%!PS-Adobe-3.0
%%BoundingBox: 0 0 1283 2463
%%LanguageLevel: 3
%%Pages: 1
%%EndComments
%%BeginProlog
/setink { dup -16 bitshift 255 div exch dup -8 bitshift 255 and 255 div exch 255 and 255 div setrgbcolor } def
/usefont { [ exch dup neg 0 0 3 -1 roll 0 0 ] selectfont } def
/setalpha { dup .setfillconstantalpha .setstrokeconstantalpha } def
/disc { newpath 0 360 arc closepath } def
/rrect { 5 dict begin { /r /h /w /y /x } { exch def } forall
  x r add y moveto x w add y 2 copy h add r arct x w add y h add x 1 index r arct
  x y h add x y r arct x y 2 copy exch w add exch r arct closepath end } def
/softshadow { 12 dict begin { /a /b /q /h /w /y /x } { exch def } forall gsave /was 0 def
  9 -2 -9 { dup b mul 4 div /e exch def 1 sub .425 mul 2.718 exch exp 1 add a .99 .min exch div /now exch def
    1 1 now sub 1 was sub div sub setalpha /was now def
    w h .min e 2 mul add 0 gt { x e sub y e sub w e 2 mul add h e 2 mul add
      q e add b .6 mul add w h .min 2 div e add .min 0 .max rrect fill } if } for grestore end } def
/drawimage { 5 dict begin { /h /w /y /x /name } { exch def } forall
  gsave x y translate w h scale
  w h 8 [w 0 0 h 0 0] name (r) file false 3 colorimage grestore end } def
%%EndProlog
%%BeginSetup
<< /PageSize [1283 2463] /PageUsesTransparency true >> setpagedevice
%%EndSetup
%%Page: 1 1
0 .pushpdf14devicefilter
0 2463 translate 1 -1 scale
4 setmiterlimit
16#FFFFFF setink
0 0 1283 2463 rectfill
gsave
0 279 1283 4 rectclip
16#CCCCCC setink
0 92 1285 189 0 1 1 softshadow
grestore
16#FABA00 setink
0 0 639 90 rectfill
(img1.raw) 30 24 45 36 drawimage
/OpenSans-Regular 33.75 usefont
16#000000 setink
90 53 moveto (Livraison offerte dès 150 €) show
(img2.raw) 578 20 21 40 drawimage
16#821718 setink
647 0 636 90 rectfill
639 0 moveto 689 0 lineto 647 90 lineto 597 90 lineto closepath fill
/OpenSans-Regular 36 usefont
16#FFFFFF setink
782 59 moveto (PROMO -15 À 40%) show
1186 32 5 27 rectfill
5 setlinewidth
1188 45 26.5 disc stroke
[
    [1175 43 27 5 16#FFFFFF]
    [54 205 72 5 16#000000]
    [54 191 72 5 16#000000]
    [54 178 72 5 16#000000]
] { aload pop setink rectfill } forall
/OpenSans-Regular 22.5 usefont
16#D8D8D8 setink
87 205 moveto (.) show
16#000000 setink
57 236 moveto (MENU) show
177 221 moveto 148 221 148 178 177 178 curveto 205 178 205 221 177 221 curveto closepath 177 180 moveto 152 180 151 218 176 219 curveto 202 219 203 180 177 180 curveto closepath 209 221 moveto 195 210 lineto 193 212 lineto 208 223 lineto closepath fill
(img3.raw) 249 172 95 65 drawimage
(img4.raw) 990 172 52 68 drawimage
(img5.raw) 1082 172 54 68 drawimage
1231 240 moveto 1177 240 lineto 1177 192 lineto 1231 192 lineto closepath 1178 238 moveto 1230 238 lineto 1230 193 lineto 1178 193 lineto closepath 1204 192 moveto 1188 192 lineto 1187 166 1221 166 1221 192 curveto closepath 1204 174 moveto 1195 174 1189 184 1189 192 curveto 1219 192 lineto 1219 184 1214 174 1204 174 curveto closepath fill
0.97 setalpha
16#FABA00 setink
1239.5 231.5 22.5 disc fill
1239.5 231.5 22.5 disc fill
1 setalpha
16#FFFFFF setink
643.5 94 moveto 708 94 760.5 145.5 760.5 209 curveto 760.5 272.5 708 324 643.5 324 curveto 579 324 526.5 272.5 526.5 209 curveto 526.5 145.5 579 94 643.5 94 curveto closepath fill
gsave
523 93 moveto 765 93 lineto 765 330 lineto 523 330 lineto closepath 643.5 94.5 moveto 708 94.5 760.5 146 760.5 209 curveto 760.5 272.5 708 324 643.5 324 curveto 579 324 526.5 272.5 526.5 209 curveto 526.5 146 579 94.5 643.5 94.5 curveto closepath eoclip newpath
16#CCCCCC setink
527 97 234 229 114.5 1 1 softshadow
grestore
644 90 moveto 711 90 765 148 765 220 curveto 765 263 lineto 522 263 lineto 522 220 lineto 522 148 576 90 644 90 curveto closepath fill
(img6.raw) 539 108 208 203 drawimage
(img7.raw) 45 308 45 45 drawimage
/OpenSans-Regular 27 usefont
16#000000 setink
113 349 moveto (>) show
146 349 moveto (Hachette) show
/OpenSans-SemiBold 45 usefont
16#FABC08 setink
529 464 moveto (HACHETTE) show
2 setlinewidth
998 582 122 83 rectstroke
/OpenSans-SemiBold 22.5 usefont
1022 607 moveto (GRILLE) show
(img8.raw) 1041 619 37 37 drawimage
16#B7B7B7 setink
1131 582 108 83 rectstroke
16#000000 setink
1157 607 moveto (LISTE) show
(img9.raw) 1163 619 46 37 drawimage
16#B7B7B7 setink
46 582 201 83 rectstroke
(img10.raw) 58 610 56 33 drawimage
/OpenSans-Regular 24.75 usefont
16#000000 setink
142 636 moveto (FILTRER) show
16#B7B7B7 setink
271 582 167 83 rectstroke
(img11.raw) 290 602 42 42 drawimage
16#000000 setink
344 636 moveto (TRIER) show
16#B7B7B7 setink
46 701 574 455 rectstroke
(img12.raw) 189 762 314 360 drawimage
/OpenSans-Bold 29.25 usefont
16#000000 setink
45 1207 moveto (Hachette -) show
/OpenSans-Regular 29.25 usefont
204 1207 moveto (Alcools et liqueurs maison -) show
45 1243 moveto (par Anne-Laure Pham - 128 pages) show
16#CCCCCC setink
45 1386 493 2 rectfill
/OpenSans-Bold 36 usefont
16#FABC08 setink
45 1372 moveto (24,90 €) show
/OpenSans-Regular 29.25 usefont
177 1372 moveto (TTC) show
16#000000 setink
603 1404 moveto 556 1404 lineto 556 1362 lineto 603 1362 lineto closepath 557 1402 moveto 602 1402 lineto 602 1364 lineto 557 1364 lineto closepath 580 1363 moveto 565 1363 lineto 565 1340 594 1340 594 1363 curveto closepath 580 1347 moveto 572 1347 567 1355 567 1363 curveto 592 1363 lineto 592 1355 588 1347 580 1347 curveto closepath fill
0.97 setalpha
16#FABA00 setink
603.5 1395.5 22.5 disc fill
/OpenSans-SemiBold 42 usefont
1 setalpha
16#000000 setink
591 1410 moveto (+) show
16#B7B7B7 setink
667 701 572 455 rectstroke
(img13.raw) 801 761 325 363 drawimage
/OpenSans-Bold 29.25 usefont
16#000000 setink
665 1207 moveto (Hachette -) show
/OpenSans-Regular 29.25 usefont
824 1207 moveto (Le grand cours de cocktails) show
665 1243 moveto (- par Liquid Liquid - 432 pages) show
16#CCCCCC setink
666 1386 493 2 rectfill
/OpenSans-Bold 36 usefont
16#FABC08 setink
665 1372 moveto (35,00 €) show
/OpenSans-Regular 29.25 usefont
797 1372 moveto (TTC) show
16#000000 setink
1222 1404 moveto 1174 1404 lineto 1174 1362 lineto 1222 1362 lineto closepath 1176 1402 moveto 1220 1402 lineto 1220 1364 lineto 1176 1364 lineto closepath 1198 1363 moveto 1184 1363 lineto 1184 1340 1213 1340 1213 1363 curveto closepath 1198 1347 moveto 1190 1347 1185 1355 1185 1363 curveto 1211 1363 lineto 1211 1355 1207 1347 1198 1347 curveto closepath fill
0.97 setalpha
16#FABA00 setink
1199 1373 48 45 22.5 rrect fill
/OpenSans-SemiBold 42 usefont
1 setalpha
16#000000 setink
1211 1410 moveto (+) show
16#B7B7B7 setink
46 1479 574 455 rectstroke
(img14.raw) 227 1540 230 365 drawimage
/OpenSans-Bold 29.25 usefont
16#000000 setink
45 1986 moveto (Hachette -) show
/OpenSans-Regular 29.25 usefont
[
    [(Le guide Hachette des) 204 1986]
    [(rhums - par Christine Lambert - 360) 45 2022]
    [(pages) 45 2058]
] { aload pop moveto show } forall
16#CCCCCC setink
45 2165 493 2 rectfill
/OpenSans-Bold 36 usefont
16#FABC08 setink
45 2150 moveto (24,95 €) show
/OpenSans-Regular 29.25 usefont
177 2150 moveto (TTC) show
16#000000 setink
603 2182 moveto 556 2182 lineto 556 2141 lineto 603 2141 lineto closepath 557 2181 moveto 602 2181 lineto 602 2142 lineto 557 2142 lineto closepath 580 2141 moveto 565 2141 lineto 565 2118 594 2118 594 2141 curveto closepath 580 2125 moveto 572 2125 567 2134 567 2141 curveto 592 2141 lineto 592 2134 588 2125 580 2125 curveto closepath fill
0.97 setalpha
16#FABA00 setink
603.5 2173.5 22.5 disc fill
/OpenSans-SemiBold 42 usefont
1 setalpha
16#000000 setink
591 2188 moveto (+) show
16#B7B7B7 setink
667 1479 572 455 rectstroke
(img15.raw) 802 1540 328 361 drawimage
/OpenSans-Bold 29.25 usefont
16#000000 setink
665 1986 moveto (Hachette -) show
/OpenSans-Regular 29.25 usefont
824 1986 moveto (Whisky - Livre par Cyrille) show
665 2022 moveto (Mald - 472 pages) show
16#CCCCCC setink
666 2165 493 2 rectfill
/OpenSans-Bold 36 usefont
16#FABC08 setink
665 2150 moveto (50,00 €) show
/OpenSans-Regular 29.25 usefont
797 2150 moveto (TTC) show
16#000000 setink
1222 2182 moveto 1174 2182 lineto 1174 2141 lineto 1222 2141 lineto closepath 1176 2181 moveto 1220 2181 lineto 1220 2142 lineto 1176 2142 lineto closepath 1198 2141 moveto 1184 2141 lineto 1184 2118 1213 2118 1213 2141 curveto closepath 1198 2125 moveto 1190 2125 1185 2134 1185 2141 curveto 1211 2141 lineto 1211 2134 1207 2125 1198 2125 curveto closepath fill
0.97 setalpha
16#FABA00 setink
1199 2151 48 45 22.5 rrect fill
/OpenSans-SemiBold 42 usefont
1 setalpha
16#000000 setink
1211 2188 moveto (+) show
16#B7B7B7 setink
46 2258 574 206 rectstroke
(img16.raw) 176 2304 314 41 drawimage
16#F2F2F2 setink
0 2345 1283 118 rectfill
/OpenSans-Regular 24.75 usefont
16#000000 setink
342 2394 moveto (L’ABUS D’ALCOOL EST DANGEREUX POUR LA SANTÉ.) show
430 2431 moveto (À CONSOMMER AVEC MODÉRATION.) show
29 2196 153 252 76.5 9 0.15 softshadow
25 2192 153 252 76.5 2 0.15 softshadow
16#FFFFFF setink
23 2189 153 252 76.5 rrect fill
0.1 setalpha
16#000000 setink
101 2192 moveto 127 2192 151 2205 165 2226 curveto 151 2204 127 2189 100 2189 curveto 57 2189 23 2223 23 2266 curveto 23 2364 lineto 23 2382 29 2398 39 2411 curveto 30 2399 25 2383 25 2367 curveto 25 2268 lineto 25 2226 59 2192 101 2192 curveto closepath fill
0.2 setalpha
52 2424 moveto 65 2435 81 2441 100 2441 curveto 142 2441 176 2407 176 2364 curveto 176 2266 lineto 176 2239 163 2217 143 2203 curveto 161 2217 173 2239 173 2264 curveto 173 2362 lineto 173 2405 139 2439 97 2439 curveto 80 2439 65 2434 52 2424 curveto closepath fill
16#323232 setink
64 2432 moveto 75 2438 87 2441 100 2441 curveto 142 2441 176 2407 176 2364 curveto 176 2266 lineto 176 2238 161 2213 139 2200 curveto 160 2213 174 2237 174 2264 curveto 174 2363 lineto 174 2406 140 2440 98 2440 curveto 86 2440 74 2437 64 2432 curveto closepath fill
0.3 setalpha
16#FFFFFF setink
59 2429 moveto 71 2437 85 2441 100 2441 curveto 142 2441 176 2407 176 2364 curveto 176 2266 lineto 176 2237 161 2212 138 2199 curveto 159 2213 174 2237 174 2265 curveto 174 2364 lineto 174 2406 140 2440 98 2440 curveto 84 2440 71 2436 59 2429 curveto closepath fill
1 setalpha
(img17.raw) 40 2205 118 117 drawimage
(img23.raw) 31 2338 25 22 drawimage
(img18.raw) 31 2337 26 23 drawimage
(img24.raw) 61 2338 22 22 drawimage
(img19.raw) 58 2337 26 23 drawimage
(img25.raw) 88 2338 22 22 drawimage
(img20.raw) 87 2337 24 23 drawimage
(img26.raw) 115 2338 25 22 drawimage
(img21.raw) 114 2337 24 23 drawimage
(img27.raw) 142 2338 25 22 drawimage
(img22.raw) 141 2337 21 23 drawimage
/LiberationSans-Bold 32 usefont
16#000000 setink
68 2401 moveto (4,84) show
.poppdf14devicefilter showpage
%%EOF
________________
Your answer must be a copy of every line in the data above that holds the string "dict".

▶ ANSWER SPACE
/rrect { 5 dict begin { /r /h /w /y /x } { exch def } forall
/softshadow { 12 dict begin { /a /b /q /h /w /y /x } { exch def } forall gsave /was 0 def
/drawimage { 5 dict begin { /h /w /y /x /name } { exch def } forall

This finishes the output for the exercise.